══ Data records ══
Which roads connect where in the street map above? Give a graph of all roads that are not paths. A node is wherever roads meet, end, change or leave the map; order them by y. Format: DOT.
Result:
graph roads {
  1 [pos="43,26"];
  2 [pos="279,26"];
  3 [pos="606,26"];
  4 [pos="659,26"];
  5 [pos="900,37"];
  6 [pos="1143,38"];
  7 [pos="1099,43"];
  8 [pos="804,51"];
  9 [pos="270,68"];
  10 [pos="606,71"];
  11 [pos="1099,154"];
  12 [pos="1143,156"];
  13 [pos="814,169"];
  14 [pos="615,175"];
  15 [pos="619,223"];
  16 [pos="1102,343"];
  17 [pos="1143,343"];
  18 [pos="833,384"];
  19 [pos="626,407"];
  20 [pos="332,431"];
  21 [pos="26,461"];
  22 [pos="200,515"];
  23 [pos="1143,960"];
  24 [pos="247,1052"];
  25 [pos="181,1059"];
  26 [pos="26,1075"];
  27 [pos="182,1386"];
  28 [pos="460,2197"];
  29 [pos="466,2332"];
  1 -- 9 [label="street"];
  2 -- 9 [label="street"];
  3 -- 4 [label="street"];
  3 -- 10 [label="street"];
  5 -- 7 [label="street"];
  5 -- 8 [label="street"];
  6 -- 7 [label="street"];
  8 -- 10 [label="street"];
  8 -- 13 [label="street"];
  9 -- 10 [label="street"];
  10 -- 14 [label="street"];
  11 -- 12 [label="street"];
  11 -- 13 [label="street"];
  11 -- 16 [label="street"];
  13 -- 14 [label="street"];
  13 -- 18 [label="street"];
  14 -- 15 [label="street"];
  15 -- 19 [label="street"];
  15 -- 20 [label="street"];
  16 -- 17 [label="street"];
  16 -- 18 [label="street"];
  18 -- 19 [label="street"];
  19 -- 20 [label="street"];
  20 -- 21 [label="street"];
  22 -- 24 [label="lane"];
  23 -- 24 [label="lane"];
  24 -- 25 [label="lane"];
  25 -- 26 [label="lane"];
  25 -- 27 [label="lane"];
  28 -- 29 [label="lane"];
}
═══
Repeat the data exactly, with every line included.

**Expected answer**
Which roads connect where in the street map above? Give a graph of all roads that are not paths. A node is wherever roads meet, end, change or leave the map; order them by y. Format: DOT.
Result:
graph roads {
  1 [pos="43,26"];
  2 [pos="279,26"];
  3 [pos="606,26"];
  4 [pos="659,26"];
  5 [pos="900,37"];
  6 [pos="1143,38"];
  7 [pos="1099,43"];
  8 [pos="804,51"];
  9 [pos="270,68"];
  10 [pos="606,71"];
  11 [pos="1099,154"];
  12 [pos="1143,156"];
  13 [pos="814,169"];
  14 [pos="615,175"];
  15 [pos="619,223"];
  16 [pos="1102,343"];
  17 [pos="1143,343"];
  18 [pos="833,384"];
  19 [pos="626,407"];
  20 [pos="332,431"];
  21 [pos="26,461"];
  22 [pos="200,515"];
  23 [pos="1143,960"];
  24 [pos="247,1052"];
  25 [pos="181,1059"];
  26 [pos="26,1075"];
  27 [pos="182,1386"];
  28 [pos="460,2197"];
  29 [pos="466,2332"];
  1 -- 9 [label="street"];
  2 -- 9 [label="street"];
  3 -- 4 [label="street"];
  3 -- 10 [label="street"];
  5 -- 7 [label="street"];
  5 -- 8 [label="street"];
  6 -- 7 [label="street"];
  8 -- 10 [label="street"];
  8 -- 13 [label="street"];
  9 -- 10 [label="street"];
  10 -- 14 [label="street"];
  11 -- 12 [label="street"];
  11 -- 13 [label="street"];
  11 -- 16 [label="street"];
  13 -- 14 [label="street"];
  13 -- 18 [label="street"];
  14 -- 15 [label="street"];
  15 -- 19 [label="street"];
  15 -- 20 [label="street"];
  16 -- 17 [label="street"];
  16 -- 18 [label="street"];
  18 -- 19 [label="street"];
  19 -- 20 [label="street"];
  20 -- 21 [label="street"];
  22 -- 24 [label="lane"];
  23 -- 24 [label="lane"];
  24 -- 25 [label="lane"];
  25 -- 26 [label="lane"];
  25 -- 27 [label="lane"];
  28 -- 29 [label="lane"];
}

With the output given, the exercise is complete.